WORK INSTRUCTIONS >>
Copy every line in the records below that contains the word "image".

PROVIDED MATERIAL >>
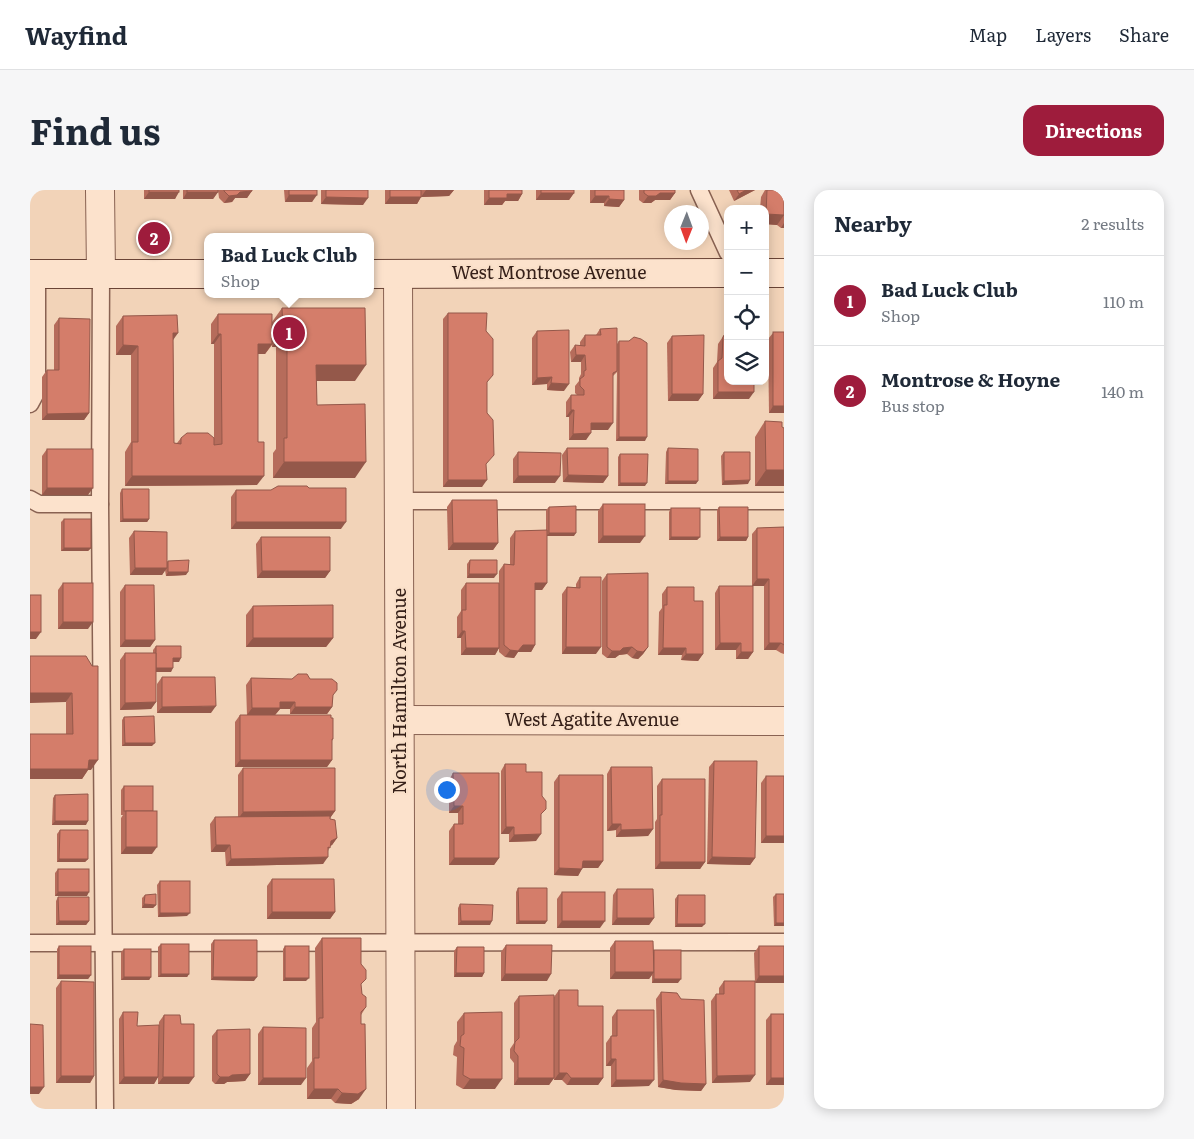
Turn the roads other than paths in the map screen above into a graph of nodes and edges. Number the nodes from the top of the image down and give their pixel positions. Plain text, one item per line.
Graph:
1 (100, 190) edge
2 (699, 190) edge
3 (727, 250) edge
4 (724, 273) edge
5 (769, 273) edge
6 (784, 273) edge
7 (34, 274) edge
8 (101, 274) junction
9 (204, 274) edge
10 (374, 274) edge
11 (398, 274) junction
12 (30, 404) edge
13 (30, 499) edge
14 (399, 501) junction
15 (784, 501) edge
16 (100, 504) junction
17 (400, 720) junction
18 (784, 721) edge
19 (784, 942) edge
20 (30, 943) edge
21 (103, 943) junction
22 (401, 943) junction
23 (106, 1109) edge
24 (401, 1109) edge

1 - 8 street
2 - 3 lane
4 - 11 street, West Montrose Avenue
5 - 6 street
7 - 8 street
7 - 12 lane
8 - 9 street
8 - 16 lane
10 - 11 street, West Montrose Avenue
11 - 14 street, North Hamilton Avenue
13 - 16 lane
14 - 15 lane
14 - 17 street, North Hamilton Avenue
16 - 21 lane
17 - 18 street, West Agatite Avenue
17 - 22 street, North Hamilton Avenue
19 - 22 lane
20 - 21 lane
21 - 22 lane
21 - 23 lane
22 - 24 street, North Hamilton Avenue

...

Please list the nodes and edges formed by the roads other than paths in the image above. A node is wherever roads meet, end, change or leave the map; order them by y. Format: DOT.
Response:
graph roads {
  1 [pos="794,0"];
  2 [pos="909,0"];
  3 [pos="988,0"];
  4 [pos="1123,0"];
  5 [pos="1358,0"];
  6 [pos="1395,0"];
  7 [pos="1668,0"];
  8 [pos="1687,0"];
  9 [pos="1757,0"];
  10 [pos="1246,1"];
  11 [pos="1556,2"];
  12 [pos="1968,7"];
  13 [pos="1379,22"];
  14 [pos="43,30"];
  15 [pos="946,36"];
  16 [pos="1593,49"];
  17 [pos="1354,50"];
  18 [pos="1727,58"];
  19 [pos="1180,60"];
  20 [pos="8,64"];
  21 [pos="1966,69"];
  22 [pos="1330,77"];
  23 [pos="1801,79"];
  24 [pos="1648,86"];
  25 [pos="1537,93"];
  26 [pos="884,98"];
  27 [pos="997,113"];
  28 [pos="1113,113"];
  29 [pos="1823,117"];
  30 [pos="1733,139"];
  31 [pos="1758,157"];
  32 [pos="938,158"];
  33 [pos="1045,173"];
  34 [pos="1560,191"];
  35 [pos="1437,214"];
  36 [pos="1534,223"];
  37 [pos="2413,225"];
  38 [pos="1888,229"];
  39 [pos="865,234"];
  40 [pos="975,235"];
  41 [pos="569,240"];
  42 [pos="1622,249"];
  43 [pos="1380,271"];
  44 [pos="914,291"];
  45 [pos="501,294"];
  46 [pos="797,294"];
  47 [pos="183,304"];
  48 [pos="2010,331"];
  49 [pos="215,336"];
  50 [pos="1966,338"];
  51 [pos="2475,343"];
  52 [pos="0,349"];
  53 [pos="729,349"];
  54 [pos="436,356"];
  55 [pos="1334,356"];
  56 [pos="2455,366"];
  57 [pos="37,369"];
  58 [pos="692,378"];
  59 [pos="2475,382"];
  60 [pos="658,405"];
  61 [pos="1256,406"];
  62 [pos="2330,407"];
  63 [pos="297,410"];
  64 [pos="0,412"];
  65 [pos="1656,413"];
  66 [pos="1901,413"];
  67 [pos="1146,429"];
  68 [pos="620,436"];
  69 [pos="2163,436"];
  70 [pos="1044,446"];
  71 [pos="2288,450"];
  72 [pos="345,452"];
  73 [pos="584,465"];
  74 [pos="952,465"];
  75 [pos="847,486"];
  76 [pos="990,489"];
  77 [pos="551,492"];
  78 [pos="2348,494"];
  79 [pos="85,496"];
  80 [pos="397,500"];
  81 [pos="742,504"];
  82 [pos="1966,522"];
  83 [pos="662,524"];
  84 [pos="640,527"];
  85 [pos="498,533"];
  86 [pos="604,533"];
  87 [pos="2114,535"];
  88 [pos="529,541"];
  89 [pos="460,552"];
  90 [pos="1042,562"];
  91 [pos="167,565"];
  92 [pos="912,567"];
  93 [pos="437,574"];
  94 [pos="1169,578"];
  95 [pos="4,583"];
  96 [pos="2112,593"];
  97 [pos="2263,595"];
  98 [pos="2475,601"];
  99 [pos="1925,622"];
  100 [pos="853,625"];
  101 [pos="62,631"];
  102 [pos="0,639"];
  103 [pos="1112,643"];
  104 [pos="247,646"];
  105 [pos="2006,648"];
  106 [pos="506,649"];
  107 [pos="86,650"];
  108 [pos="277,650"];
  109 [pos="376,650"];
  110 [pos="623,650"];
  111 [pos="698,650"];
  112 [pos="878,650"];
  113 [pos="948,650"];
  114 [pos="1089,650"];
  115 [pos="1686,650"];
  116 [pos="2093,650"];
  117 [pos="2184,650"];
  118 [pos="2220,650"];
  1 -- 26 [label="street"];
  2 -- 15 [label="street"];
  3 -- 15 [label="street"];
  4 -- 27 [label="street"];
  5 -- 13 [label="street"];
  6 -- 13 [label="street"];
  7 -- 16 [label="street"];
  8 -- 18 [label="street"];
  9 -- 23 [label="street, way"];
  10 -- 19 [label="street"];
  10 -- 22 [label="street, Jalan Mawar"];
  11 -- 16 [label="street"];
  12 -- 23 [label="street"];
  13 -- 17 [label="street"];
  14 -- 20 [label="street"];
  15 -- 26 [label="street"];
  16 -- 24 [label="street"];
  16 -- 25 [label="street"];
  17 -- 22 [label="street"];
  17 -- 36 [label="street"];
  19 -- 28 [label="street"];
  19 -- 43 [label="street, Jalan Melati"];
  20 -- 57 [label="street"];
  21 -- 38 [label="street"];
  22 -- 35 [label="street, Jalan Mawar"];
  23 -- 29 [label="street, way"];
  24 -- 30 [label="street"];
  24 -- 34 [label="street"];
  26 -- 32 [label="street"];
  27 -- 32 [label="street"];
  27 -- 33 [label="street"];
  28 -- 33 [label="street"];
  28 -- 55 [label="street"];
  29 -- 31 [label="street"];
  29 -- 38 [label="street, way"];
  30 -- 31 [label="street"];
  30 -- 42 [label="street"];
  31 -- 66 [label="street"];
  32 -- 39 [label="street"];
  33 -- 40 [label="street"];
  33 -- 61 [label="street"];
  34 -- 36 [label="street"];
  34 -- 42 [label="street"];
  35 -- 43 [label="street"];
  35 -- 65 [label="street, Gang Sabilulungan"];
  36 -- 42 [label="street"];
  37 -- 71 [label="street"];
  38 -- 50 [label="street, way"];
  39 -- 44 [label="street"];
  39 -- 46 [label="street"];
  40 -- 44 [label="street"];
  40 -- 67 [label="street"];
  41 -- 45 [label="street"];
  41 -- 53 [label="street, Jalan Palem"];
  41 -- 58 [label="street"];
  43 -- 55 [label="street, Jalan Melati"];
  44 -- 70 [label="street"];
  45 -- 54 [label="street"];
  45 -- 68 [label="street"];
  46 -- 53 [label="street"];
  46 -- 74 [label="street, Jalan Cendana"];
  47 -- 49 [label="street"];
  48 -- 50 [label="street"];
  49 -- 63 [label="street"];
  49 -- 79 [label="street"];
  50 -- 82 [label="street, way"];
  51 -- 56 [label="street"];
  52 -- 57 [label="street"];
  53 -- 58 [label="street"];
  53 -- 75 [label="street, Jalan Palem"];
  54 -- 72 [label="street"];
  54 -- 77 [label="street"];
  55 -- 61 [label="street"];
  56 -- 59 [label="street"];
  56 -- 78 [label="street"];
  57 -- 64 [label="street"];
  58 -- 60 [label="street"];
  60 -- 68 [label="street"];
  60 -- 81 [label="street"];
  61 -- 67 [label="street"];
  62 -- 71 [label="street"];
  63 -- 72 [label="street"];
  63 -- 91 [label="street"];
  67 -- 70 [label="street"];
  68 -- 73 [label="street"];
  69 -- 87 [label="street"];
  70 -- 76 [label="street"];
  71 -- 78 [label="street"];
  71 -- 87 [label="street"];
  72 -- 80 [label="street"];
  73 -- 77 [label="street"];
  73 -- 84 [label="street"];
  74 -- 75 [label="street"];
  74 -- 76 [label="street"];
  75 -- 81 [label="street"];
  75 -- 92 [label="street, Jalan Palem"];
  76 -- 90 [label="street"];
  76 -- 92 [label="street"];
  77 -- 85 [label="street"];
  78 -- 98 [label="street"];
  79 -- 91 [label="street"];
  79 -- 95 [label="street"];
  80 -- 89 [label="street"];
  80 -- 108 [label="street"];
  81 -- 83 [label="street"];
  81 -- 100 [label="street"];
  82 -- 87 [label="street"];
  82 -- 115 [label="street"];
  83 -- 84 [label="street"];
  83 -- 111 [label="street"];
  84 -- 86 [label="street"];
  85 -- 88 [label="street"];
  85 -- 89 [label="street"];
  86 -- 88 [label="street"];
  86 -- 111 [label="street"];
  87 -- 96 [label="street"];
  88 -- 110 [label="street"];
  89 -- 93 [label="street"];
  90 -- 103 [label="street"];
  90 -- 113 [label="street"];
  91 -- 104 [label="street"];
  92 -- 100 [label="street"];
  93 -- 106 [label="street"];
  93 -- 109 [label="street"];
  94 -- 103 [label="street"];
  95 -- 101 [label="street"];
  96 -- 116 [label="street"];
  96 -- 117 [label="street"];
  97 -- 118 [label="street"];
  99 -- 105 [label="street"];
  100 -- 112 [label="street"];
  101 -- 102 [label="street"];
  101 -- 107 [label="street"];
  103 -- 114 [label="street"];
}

TASK RESPONSE >>
Turn the roads other than paths in the map screen above into a graph of nodes and edges. Number the nodes from the top of the image down and give their pixel positions. Plain text, one item per line.
Please list the nodes and edges formed by the roads other than paths in the image above. A node is wherever roads meet, end, change or leave the map; order them by y. Format: DOT.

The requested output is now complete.